◆ Description of the task
Find every line below with the string "block" and pick it out.

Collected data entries
+ + + + + + +

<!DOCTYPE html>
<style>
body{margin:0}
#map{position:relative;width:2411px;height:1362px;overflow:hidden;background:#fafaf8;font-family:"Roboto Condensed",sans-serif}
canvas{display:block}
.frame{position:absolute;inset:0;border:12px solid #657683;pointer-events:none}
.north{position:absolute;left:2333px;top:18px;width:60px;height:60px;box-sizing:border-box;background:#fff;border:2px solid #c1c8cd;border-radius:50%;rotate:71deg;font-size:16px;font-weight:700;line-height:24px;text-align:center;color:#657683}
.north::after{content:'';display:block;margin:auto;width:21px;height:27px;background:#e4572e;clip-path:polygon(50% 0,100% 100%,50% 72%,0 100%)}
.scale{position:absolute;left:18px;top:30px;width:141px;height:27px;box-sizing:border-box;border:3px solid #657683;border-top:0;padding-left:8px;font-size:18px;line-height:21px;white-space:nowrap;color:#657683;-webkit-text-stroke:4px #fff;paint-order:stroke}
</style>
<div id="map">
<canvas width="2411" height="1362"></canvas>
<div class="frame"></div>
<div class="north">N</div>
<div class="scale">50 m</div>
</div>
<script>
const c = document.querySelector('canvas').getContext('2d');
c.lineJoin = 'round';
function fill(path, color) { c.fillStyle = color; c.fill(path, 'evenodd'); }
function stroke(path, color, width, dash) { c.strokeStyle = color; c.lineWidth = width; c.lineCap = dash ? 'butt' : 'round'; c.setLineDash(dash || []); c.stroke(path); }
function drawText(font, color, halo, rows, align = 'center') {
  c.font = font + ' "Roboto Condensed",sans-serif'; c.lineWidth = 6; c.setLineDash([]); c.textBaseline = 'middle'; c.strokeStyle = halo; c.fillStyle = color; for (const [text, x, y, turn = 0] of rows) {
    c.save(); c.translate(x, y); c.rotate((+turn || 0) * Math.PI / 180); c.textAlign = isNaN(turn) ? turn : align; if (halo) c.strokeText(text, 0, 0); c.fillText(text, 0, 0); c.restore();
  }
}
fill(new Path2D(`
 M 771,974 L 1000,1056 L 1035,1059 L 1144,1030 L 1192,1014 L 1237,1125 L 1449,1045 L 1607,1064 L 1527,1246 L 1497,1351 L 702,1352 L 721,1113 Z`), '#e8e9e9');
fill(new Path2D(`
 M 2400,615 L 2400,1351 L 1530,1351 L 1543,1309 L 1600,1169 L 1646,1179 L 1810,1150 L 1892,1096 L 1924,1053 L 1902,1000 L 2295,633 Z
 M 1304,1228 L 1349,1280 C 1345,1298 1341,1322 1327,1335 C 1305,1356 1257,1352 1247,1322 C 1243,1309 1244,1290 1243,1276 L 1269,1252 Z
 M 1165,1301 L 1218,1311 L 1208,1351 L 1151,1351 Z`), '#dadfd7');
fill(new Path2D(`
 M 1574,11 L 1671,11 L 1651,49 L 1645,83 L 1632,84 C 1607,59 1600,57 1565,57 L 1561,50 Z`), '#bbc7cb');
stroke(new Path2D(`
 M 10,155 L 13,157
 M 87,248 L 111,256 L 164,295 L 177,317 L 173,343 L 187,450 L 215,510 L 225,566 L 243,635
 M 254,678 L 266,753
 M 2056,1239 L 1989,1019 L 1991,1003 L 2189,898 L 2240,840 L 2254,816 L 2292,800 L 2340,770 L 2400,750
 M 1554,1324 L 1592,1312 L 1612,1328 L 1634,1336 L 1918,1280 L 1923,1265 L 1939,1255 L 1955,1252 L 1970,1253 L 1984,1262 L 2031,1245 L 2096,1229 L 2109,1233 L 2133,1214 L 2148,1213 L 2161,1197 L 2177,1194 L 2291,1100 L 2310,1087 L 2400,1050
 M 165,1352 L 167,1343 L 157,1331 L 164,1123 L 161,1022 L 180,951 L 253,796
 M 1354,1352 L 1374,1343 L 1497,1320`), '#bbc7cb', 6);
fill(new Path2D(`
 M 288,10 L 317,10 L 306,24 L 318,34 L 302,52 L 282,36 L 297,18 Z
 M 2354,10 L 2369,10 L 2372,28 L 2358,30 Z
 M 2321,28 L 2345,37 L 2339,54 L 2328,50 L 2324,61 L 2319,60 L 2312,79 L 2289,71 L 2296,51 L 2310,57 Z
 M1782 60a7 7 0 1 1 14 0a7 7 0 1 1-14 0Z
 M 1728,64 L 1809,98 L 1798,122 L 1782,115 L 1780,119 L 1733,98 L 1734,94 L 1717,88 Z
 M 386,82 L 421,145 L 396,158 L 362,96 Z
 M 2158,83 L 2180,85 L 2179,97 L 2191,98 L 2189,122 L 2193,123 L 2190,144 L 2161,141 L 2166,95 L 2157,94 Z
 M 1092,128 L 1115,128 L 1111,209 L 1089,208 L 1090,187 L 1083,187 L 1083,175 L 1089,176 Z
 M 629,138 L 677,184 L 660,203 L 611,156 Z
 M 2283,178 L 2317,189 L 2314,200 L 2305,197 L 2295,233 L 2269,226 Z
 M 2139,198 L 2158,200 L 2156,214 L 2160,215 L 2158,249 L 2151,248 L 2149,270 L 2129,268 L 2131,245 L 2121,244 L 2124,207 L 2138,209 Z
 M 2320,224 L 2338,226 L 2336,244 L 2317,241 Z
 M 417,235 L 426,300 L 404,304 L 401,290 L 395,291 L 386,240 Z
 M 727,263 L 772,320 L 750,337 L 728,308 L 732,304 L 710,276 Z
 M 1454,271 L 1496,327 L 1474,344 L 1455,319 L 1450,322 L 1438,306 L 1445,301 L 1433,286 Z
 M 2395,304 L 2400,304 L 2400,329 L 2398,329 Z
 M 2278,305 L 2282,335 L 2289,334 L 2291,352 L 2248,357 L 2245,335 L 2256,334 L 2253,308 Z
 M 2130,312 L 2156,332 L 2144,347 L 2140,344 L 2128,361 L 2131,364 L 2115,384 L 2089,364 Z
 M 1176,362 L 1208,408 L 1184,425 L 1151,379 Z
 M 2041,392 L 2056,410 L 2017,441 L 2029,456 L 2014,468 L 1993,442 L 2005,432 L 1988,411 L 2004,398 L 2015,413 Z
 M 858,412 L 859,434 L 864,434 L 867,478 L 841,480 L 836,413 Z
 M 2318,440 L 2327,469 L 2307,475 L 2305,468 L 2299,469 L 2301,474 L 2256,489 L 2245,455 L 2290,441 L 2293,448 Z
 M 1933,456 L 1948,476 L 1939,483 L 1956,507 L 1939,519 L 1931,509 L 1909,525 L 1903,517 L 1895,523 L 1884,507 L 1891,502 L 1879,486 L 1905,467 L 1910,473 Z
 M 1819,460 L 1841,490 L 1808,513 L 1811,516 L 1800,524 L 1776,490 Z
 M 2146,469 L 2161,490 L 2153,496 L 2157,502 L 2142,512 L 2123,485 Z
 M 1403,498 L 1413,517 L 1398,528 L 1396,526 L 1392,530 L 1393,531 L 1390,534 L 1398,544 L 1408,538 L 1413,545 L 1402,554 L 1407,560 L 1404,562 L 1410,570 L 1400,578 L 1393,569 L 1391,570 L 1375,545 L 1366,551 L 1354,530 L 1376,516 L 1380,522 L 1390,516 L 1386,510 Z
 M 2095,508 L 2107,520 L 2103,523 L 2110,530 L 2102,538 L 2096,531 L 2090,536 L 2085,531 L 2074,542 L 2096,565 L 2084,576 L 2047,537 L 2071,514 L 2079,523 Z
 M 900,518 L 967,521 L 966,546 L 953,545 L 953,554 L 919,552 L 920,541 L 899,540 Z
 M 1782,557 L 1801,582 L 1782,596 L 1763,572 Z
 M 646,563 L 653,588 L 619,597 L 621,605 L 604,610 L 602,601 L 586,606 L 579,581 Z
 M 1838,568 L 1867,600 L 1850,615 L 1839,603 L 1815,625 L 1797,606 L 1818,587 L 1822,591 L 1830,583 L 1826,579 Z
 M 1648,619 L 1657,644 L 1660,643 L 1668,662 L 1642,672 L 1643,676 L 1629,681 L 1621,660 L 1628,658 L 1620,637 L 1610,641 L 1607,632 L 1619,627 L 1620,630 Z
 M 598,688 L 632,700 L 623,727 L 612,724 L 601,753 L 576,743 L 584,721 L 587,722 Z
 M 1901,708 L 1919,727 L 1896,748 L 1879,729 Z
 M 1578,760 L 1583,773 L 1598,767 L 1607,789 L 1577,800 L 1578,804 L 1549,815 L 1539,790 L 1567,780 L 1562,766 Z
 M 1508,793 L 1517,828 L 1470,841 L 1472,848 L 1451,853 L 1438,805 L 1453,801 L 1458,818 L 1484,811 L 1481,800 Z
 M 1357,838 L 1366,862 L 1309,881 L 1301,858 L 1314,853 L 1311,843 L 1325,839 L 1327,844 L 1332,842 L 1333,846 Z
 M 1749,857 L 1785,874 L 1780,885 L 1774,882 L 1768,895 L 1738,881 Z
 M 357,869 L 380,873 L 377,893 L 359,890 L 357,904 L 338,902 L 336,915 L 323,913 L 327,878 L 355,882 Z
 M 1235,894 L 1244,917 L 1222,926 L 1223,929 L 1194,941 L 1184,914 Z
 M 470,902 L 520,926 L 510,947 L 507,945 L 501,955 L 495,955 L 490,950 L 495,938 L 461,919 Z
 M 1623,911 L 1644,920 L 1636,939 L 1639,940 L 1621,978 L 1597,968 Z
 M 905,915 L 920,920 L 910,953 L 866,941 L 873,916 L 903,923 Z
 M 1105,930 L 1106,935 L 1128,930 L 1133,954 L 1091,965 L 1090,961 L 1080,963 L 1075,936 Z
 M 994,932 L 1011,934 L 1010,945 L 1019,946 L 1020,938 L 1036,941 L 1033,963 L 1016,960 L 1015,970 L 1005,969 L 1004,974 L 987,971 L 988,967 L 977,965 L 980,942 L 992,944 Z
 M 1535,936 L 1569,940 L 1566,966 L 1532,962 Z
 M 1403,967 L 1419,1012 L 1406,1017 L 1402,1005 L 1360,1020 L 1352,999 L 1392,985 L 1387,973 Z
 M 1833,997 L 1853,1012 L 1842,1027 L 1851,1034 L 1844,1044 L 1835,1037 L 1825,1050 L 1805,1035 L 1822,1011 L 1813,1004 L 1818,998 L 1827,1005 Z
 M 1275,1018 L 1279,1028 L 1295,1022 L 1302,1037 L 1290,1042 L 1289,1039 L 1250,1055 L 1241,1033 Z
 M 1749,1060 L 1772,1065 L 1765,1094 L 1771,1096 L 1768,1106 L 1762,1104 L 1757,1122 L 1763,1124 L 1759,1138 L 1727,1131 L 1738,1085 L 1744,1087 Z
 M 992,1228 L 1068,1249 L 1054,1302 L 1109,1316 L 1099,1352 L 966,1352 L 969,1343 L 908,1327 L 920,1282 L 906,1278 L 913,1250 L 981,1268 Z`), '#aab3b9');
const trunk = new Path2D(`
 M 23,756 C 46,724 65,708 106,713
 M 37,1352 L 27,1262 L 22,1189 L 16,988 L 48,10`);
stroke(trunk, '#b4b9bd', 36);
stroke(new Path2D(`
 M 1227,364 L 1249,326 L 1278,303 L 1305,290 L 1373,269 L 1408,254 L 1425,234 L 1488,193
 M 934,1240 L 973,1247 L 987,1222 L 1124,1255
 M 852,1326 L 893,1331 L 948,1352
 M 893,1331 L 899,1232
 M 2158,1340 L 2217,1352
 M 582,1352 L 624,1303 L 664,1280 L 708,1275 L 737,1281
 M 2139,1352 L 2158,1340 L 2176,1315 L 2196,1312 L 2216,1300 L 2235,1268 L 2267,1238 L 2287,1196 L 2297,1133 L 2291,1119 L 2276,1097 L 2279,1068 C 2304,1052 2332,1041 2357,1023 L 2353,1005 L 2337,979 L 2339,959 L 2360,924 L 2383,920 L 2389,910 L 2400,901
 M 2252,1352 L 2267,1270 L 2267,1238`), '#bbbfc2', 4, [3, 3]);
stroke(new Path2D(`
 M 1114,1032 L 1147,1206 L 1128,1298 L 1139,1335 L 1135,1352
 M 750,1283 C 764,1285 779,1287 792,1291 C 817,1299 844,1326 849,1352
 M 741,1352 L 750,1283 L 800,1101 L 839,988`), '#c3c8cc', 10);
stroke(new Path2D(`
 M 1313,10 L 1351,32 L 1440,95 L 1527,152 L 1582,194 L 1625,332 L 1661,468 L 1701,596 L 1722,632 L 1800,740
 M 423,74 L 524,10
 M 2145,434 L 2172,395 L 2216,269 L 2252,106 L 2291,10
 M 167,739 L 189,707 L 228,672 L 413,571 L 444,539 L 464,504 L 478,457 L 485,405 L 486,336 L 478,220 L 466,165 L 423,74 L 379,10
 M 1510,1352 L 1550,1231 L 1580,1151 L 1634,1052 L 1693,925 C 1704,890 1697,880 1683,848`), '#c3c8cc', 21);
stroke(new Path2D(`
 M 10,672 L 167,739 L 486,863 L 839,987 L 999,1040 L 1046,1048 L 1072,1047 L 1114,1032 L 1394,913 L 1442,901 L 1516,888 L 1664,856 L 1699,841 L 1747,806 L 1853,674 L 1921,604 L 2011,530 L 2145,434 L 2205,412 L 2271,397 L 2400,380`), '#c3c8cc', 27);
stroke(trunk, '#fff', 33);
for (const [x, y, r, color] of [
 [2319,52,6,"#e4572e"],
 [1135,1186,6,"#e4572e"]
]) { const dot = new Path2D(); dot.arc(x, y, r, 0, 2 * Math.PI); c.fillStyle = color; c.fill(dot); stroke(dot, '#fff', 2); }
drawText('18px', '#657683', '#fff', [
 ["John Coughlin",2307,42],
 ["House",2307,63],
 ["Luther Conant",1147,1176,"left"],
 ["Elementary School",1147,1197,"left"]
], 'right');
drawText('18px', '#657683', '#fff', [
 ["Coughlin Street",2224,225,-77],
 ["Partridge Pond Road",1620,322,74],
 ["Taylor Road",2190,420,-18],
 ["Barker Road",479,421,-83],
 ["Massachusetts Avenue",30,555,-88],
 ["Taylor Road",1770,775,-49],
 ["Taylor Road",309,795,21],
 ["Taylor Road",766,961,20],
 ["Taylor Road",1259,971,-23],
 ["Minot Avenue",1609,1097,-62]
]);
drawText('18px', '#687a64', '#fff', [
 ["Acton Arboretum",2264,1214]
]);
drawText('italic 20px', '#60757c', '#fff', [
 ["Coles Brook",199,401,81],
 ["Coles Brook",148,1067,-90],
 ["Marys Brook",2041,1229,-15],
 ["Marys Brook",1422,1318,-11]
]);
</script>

+ + + + + + +

◆ Response to this task
canvas{display:block}
.north::after{content:'';display:block;margin:auto;width:21px;height:27px;background:#e4572e;clip-path:polygon(50% 0,100% 100%,50% 72%,0 100%)}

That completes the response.